The Ghana Meteorological Agency (GMA) predicted and created awareness early this year, that the southern part of the country will experience more rains than were recorded within the same period last year.
Yet, a lot of Ghanaians turned a deaf ear to this important prediction. Many seem unconcerned and others are unprepared to desilt their gutters and clean their environment to allow the free flow of rains.
The GMA urged the public to take safety measures to minimise casualties during this year’s major rainy season.
The Senior Meteorologist, Mr. Michael Padi speaking with Ghanaweb.com, he cautioned people to be particularly careful when moving during a downpour as drains inundated, engendering difficulty in the determination of a safe area.
“It is best to find some near-by safe shelter, and wait for the floods to recede before moving,’’ he said.
Mr. Padi said the public must avoid seeking shelter under weak structures or underneath shady trees, because the rains would, typically, be accompanied by strong winds, which may put one at risk.
After all the several public education and awareness, it turned out that Ghanaians paid no heed to his cautionary measures.
Due to that, yesterday, the rains flooded many homes in areas such as Adabraka and surrounding communities, the Kwame Nkrumah Interchange, Kaneshie, Avenor, Alajo, Legon and Okponglo.
Even though the downpour was without the characteristic force that had occasioned many flood situations in the country, it rendered many streets impassable, leaving in its wake heaps of debris of mainly plastic materials as the waters forced their way through choked drains.
At the peak of the rainfall season, it accompanied strong winds and lightening, which could lead to localised floods and damage several properties including billboards.
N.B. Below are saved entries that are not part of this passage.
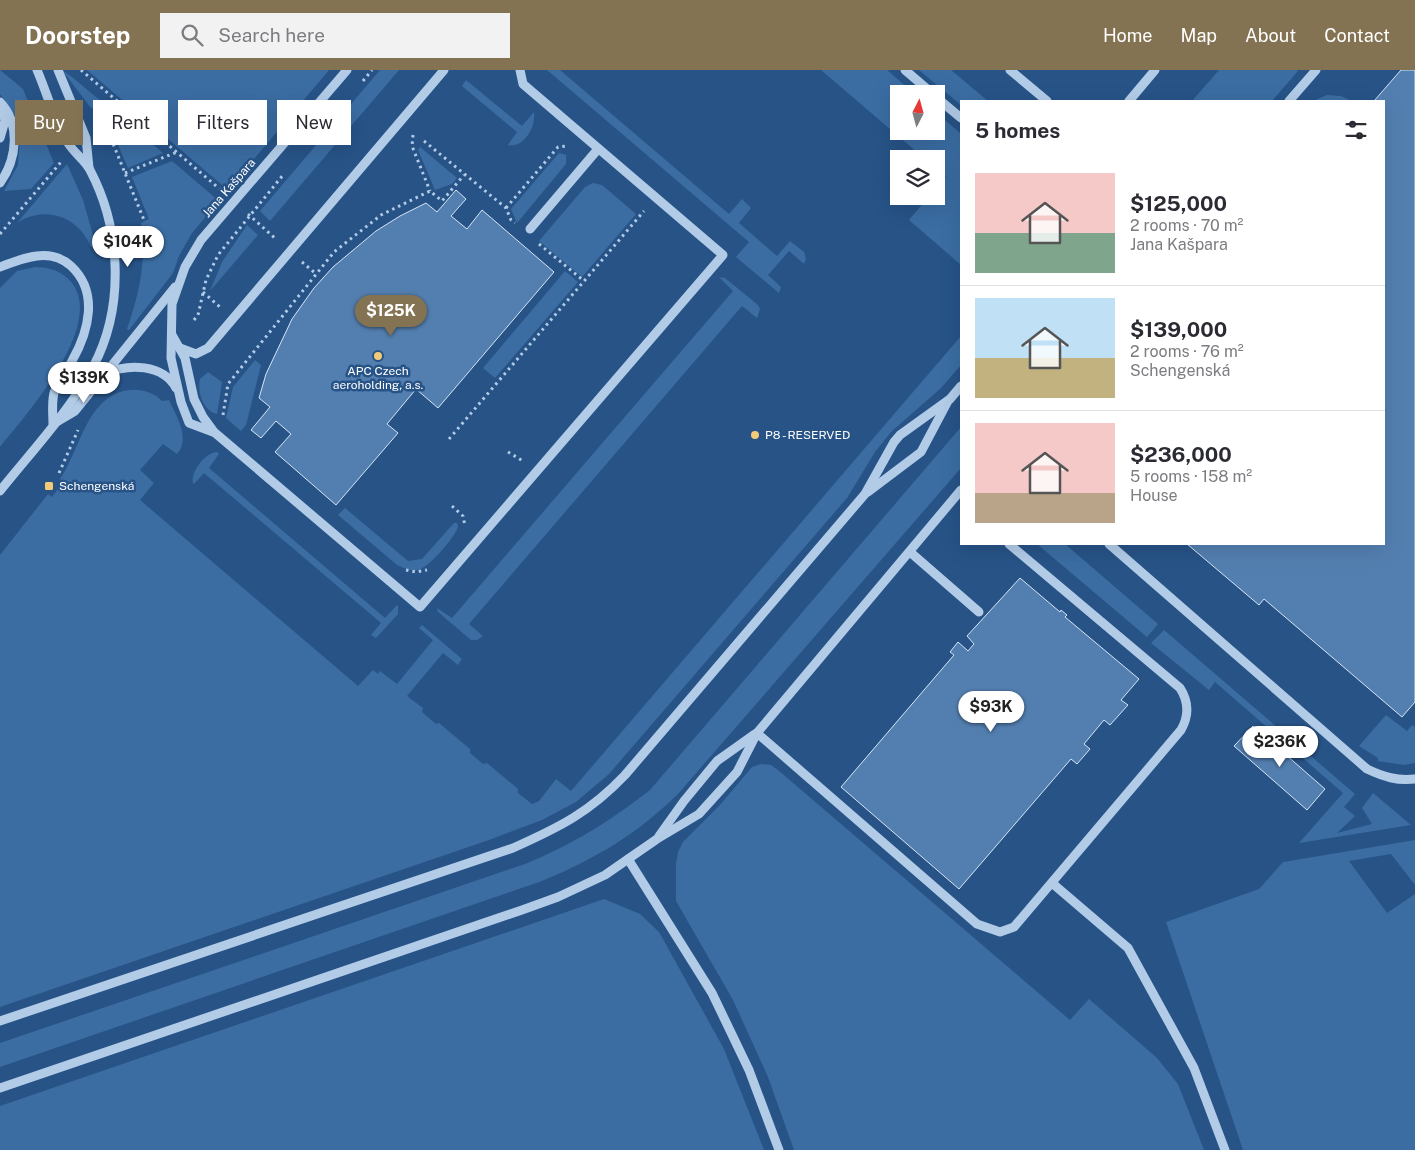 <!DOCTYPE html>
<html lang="en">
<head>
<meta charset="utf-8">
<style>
  :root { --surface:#fff; --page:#f2f2f3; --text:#2b2b33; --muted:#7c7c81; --line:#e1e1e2; --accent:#847352 }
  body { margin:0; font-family:"Public Sans",sans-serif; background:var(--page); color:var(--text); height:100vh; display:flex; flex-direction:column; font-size:19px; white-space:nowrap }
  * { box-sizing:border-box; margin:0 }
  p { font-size:16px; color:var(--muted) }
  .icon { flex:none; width:28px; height:28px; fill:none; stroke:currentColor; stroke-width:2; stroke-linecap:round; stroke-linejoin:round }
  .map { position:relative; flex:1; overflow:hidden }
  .drawer { position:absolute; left:960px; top:30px; width:425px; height:445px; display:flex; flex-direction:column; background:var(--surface); border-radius:0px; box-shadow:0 5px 20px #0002 }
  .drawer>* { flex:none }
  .top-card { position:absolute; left:15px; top:30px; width:475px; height:45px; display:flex; gap:10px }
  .needle { width:32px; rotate:6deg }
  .tools { position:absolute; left:890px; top:15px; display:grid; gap:10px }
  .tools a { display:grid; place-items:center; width:55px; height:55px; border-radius:0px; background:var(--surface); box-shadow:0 5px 20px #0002; font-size:25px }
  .price { position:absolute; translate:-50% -42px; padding:0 11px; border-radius:18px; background:#fff; color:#222; font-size:16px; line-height:32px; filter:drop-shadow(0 1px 2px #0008) }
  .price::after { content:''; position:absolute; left:50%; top:30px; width:15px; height:11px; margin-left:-8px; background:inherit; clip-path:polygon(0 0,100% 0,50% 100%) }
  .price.current { background:var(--accent); color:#fff }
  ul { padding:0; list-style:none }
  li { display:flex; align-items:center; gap:15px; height:125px; padding:0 15px }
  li+li { border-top:1px solid var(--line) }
  li span { display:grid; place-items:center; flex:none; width:140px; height:100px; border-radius:0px; color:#555 }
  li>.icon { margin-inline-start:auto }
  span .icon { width:60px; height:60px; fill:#fffc; stroke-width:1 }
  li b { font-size:21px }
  h2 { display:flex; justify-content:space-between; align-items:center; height:60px; padding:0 15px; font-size:21px }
  .tag { padding:0 18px; border-radius:0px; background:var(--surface); box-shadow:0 5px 20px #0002; font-size:18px; line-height:45px }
  .tag.current { background:var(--accent); color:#fff }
  header { display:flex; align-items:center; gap:30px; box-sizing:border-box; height:70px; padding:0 25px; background:var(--accent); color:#fff }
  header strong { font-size:24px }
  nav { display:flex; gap:28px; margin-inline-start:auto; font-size:18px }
  .search { width:350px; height:45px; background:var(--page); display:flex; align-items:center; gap:12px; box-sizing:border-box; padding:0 18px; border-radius:0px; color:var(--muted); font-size:19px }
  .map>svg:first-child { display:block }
  .green { fill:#3b6da3 }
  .building { fill:#537fb0; stroke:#d6e5f7 }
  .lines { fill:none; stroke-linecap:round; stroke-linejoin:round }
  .path { stroke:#b2cce8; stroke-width:3; stroke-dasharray:2.5 4; stroke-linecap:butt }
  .minor { stroke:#b2cce8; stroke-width:9 }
  .poi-dot { fill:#f1cb78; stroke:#275387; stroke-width:2 }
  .labels { text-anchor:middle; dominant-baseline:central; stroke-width:5; stroke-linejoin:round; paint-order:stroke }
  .street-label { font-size:12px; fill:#fff; stroke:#275387 }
  .poi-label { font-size:12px; fill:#fff; stroke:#275387; text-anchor:start }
</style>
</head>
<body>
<header>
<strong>Doorstep</strong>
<div class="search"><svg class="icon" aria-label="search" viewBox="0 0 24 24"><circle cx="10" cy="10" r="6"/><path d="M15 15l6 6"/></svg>Search here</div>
<nav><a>Home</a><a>Map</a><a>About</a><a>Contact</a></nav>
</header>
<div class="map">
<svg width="1415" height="1080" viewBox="0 0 1415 1080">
  <rect width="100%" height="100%" fill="#275387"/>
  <g class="green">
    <path d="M0 0 23 19 54 93 31 119 4 121 18 95 20 67 16 47 0 24Z"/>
    <path d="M62 0 72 7 163 83 128 98 111 59 114 57 107 41 91 38Z"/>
    <path d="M87 0H329L228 120Z"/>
    <path d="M380 0H399L270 151 260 141Z"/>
    <path d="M547 0H560L729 144 742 129 751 138 739 153 777 186 790 171 804 182 806 189 804 194 789 181 768 205 781 217 779 223 736 187 749 172Z"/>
    <path d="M821 0H887L915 24H899V61H936V42L961 64V195L909 150 929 126H936V118L946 107 936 98V89H925Z"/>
    <path d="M919 0H951L988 31H961V35Z"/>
    <path d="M1219 0H1296L1298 1 1272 31H1192Z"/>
    <path d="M466 10 522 56 534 42C536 57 524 78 508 75L517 62 462 16Z"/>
    <path d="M1327 25 1341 26 1352 31H1313Z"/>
    <path d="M420 77 457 108 452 114 435 120 418 80Z"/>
    <path d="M559 83 566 85V94L517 153 511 139Z"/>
    <path d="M172 91 219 131 192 163 179 186 173 203 129 260 127 259C139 224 147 190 141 153L149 149 132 107Z"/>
    <path d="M67 94 83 130 96 176 94 178 91 177C78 146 45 135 17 153Z"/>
    <path d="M593 113 602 115 636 144 582 207 539 171 585 117Z"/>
    <path d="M247 155 258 165 210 221 222 192Z"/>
    <path d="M35 197C50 197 62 201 72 213 105 256 26 345 0 377V218L17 201Z"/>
    <path d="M565 201 578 212 495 308 483 298Z"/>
    <path d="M719 207 725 208 758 235 760 239 757 248 742 236 469 554 483 566 477 570H471L438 542 437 538 452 548 733 221Z"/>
    <path d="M961 266V295L941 318 891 362 875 382 847 428 609 704 576 732 542 750 489 770 0 937V485L48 424 52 427 63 412 60 409C80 381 87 324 130 320 142 319 153 322 162 331L169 330C176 346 191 368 177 384L163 374 140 400 154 413 140 430 358 616 373 600 378 604 380 601 397 614 433 570 419 558 422 555 462 589 458 595 443 583 407 626 423 638 422 642 436 654 439 653 470 679V683L483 694 487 693 518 719V723L532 734 539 731 556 709 571 721Z"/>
    <path d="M255 290 261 295 246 355 241 361 226 348 233 317Z"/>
    <path d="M208 302 222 312 217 344C203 341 197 322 200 309Z"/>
    <path d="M961 357V398L678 724C636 765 595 789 542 811L0 997V973L525 794C573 774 609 752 650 720Z"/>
    <path d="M217 382 219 384 209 398 385 548 397 535 398 536V544L376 568 371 565 381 553 204 403 194 414 193 413C190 402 206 382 217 382Z"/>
    <path d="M345 438 408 491 422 489 454 453H457L458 457C455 467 427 500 417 500 409 501 404 498 397 495L338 445Z"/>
    <path d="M1037 474H1065L1158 554 1147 567Z"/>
    <path d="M1164 560 1355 724 1344 737 1355 746 1337 763 1372 754 1362 738 1373 723 1411 755 1299 773 1343 723 1215 612 1209 620 1151 573Z"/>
    <path d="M1386 645 1407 661 1412 655 1415 657V693L1404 695 1378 691V688L1359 676Z"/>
    <path d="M761 694 771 695 778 700 1070 950 1089 929 1157 988 1178 1014 1204 1080H794L768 1007 733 930 676 831V794L678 782 683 772 720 735 752 697Z"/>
    <path d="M1415 770V815L1391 784 1349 791 1387 843 1415 824V1080H1243L1166 852 1259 819 1283 792Z"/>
    <path d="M604 829 640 844 659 862 724 979 764 1080H0V1036Z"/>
  </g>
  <g class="building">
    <path d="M1401 0H1415V632L1402 647 1264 529 1259 535 1187 474H1384V31H1374Z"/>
    <path d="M456 120 466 129 451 146 467 159 482 140 554 202 438 338 416 319 387 354 398 363 336 435 275 382 291 364 276 351 261 368 251 360 270 337 259 328 266 304 292 249 314 218 333 197 376 161 400 146 426 133 437 142Z"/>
    <path d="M1020 508 1060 542 1061 540 1067 545 1065 547 1139 609 1121 630 1128 635 1110 655 1104 650 1084 674 1090 679 1077 694 1071 689 959 819 841 717 954 585 950 582 958 572 968 581 974 574 967 566Z"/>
    <path d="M1253 656 1325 719 1307 740 1234 676Z"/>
  </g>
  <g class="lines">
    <g class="path">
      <path d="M81 0 222 121"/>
      <path d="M363 11 372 0"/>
      <path d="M101 44 144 150"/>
      <path d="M413 65 412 76 430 121"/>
      <path d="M424 71 506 138 511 150 515 153"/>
      <path d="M125 103 177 82"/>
      <path d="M506 138 558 77 567 76"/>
      <path d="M248 144 277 170"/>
      <path d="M0 164 61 92"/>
      <path d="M539 174 584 211"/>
      <path d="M302 192 315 203"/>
      <path d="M203 222 221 238"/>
      <path d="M194 250 198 245 206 210 218 185 283 105"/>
      <path d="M223 345 228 314 334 182 381 145 430 121 442 131 464 105"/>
      <path d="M449 369 644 141"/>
      <path d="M508 382 523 391"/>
      <path d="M59 403 78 360"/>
      <path d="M452 436 463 446 465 456"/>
      <path d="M406 500 416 502 427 500"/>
    </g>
    <g class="minor">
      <path d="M58 0 86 68 89 98"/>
      <path d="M905 0 933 24"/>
      <path d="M1010 0 1047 31"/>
      <path d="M936 27 961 48"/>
      <path d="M1129 31 1155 0"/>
      <path d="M1289 31 1316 0"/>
      <path d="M0 32C21 54 17 89 0 113"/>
      <path d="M0 68 5 51 3 40"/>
      <path d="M530 159 598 79"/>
      <path d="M0 197C23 188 50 177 71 196 99 222 89 261 72 291 67 301 59 310 55 320 51 329 53 344 53 354"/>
      <path d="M172 265 185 288 194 329 203 347 214 362 420 537 723 185 523 14 520 0"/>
      <path d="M180 278 196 284 208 278 444 0"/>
      <path d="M106 304C128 293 163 294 176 318"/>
      <path d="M58 351 75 341 175 217"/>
      <path d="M213 362 189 353 181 332 171 288 172 234 185 197 201 170 347 0"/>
      <path d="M0 421C32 381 69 342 93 297 125 237 121 159 90 100 85 90 74 83 68 73 55 53 47 23 37 0"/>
      <path d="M868 422 921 382 948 331"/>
      <path d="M1109 474 1367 699C1384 707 1397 711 1415 709"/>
      <path d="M910 482 979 542"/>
      <path d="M757 663 977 854 1000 862 1014 857 1181 660C1189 646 1189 632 1180 618L1009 474"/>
      <path d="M659 766 684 731 717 691 755 664"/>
      <path d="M628 789 712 923 749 1000 779 1080"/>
      <path d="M1052 813 1128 878 1194 998 1225 1080"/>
      <path d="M0 951 513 778C560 757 590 742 625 705L865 424 894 372 900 365 950 329 961 316"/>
      <path d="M0 1018 522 840 558 827 605 805 657 769 699 744 737 702 757 663 961 420"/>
    </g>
  </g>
  <g class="poi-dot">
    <circle cx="378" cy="286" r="5"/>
    <circle cx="755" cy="365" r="5"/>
    <rect x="44" y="411" width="10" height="10" rx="2.5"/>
  </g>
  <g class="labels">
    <g class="street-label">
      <text transform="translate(229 118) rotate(-49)">Jana Kašpara</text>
    </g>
    <g class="poi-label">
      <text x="378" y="301" text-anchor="middle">APC Czech<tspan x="378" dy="14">aeroholding, a.s.</tspan></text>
      <text x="765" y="365">P8 - RESERVED</text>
      <text x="59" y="416">Schengenská</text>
    </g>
  </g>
</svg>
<div class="tools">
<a><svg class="needle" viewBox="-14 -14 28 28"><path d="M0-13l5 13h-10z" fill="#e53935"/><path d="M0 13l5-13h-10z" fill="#7c7c81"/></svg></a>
<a><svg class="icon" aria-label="layers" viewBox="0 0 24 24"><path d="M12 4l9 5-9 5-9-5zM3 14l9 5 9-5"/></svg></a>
</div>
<b class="price" style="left:128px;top:198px">$104K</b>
<b class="price current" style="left:391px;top:267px">$125K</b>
<b class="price" style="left:84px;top:334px">$139K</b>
<b class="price" style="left:991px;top:663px">$93K</b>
<b class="price" style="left:1280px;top:698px">$236K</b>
<div class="top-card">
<a class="tag current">Buy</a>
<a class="tag">Rent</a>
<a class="tag">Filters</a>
<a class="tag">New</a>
</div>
<section class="drawer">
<h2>5 homes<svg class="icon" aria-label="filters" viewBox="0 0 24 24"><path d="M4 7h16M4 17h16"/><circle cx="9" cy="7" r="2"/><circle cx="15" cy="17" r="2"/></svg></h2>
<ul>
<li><span style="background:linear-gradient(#f6c9c9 60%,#7fa58c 0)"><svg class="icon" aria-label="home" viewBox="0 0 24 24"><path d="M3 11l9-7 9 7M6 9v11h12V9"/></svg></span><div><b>$125,000</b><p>2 rooms · 70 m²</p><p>Jana Kašpara</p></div></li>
<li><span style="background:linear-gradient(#bfe0f5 60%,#c2b280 0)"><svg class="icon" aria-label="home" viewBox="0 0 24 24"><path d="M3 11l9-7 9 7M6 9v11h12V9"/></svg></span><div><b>$139,000</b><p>2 rooms · 76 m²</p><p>Schengenská</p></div></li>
<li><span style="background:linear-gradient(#f6c9c9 70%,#b9a48a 0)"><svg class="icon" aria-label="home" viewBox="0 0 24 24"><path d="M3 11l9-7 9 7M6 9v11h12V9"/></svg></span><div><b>$236,000</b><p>5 rooms · 158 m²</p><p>House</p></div></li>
</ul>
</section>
</div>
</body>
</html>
A number of people have been reported dead since the onset of this year’s rains in Accra.
They comprise five persons who died in February this year following a rainstorm that hit Accra and other parts of the country.
In April last month, a joint team of police, military and Fire Service personnel retrieved the bodies of four persons, including a couple, both soldiers, after torrential rains which flooded a stretch of the Accra-Tema Motorway at Adjei-Kojo, near Ashaiman.
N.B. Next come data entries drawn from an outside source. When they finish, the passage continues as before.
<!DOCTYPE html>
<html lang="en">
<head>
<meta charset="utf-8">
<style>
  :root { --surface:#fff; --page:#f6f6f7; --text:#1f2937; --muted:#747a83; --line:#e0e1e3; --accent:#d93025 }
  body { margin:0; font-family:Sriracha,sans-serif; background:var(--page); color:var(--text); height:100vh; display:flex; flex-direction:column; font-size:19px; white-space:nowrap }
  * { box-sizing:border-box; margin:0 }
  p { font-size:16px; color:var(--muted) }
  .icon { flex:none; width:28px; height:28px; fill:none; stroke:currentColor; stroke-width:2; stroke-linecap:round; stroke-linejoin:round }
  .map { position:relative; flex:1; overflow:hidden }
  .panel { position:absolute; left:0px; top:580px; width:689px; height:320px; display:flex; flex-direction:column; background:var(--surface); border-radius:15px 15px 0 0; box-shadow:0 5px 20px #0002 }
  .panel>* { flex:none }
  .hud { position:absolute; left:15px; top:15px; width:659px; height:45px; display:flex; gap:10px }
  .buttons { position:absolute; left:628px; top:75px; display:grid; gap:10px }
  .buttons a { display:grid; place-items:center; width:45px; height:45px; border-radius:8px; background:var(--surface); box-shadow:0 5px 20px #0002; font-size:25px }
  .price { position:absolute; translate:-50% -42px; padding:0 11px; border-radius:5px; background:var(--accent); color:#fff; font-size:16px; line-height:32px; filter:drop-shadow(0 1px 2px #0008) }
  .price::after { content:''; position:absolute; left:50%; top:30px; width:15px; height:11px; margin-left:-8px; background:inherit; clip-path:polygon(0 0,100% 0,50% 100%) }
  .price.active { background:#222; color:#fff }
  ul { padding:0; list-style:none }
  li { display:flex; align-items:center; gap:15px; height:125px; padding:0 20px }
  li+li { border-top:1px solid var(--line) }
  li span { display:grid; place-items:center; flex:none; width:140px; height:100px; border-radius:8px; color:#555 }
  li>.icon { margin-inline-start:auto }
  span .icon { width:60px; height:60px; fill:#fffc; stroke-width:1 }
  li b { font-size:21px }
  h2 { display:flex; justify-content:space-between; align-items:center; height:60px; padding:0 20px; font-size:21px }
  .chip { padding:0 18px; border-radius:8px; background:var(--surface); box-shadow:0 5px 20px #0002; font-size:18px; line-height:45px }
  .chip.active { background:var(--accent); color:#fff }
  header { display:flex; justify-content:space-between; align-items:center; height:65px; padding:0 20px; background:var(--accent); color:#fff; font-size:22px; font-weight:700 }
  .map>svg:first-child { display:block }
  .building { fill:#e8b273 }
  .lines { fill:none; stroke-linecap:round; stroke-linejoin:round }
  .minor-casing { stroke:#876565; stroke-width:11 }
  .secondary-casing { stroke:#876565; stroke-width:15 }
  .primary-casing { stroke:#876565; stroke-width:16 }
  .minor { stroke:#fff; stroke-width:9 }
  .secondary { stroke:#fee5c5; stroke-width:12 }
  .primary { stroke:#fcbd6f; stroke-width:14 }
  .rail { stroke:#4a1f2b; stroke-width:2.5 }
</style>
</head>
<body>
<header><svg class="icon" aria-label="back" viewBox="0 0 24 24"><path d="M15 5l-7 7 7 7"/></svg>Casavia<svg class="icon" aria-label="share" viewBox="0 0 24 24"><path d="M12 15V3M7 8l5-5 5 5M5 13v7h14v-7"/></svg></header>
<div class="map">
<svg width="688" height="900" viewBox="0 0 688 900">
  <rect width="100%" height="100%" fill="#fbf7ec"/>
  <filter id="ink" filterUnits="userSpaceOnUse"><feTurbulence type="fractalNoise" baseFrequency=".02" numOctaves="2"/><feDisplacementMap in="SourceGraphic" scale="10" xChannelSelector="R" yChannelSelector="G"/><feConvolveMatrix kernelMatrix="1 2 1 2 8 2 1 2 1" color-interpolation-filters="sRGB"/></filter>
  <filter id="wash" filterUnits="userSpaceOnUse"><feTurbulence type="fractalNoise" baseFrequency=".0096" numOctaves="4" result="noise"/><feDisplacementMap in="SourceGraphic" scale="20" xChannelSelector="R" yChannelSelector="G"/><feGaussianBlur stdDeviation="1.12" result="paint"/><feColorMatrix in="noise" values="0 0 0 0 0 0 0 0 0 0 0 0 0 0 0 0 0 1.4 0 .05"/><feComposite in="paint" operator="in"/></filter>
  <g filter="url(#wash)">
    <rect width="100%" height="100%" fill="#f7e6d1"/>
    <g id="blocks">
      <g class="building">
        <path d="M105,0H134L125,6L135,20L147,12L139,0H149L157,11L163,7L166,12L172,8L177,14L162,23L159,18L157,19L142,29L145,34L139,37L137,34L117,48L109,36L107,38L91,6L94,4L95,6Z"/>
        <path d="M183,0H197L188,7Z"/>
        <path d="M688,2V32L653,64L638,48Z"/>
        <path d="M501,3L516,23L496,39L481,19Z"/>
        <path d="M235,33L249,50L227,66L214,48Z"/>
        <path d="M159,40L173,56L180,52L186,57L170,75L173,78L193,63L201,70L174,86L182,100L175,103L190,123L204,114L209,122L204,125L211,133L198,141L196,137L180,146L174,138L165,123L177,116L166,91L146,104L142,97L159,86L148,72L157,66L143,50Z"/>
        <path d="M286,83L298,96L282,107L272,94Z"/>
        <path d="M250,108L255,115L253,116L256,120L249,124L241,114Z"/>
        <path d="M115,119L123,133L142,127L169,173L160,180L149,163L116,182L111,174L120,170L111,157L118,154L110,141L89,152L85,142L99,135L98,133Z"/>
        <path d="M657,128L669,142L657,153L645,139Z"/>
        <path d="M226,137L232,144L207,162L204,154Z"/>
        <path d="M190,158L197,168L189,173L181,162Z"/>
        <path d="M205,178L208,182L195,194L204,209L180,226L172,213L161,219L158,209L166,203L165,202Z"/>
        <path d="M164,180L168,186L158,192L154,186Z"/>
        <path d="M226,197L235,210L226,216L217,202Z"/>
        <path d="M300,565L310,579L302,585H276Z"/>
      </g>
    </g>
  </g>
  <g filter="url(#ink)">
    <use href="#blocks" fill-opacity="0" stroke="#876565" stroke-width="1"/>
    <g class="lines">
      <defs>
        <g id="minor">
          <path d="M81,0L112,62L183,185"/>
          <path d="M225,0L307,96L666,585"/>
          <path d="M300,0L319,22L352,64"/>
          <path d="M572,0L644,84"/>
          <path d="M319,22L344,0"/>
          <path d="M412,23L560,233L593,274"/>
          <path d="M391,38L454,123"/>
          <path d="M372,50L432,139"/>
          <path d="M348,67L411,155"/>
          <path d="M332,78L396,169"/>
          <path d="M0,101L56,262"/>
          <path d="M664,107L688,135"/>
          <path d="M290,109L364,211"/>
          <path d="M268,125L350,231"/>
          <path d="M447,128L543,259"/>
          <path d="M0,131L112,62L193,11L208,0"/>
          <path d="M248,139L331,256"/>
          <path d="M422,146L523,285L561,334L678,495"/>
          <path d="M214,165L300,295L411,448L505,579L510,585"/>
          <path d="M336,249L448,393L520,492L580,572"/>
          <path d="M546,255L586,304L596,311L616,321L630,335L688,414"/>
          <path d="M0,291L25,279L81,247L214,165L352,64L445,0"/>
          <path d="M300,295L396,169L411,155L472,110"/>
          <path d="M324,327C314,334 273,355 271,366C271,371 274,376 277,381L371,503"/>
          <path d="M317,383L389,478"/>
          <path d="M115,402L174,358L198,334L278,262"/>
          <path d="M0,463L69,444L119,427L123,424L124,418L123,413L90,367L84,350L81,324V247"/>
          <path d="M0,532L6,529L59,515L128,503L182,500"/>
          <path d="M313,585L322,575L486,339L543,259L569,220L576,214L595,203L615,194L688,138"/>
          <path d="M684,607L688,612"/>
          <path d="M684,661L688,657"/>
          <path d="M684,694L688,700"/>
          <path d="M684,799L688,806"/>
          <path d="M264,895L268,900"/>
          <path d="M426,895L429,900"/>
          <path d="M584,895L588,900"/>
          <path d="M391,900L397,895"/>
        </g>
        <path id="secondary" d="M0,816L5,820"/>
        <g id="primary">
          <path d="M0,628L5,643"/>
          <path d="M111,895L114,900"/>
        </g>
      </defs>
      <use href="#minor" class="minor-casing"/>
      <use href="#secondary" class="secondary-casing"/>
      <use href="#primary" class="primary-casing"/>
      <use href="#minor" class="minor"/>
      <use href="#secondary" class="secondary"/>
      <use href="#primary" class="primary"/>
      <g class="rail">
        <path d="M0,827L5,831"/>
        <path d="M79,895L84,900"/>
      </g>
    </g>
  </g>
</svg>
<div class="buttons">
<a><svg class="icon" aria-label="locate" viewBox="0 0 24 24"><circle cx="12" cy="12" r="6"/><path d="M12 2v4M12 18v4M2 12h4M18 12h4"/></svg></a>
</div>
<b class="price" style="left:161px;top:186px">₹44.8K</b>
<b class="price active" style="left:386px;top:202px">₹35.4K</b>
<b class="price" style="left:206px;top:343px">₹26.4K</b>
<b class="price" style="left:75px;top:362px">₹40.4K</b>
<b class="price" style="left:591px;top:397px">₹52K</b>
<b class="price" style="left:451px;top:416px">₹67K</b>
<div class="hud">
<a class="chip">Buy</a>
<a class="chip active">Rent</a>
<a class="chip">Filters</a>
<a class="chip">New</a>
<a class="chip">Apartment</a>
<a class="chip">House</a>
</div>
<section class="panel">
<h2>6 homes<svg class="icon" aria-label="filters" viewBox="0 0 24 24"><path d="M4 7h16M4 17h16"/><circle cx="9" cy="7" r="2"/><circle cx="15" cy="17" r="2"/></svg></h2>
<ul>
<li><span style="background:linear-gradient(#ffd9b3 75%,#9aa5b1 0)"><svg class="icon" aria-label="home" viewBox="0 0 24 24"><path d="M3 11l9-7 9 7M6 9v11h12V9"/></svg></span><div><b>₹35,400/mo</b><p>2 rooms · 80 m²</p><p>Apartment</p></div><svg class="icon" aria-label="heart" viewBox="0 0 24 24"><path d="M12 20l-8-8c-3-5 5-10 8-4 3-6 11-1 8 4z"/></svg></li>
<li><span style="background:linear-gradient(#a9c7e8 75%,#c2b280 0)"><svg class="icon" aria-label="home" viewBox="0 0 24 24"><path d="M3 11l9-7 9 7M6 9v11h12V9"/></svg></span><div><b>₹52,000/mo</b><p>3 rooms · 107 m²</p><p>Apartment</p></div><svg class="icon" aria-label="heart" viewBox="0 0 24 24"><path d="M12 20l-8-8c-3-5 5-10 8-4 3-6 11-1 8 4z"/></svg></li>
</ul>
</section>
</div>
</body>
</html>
How long would we continue to lose innocent souls and allow the National Disaster Management Organization (NADMO) spend so much money on casualties among other things?
Human activities contribute 60 per cent to 70 per cent of floods in the country looking at the causes of flooding.
Hence, government could do everything needed to be done, spend billions of dollars in restructuring drains among other things but if the attitude of the Ghanaian does not change, all the efforts by the government would prove futile.
In Ghana, we do not have natural disasters, in terms of rains and all that, they are all manmade and human-made by virtue of our own attitude and the ways we do our things.
As a way to revert such consequences and damages, Ghanaians must do the needful and be conscious of keeping a clean environment.
Ghanaians must allot some time to desilt the gutters once every month and reprove anyone fond of littering the environment.
This, is a collective decision, therefore Ghanaians should help keep the environment clean to avoid subsequent flooding and its consequences.
Also, people who have the inclination of carrying certain activities in heavy rains such as walking, playing soccer, fetching water and the like in their vicinities must be extremely careful as such downpour could be deleterious to their lives.
Drivers must be extra careful when it rains because slippery roads make driving more dangerous and flooded roads make it difficult to tell where a huge gutter or drain is.
The best thing to do when it is raining heavily is to stop and take a shelter in the safest place available.
The media should intensify public education, to get the public informed about several disasters and safeguard lives.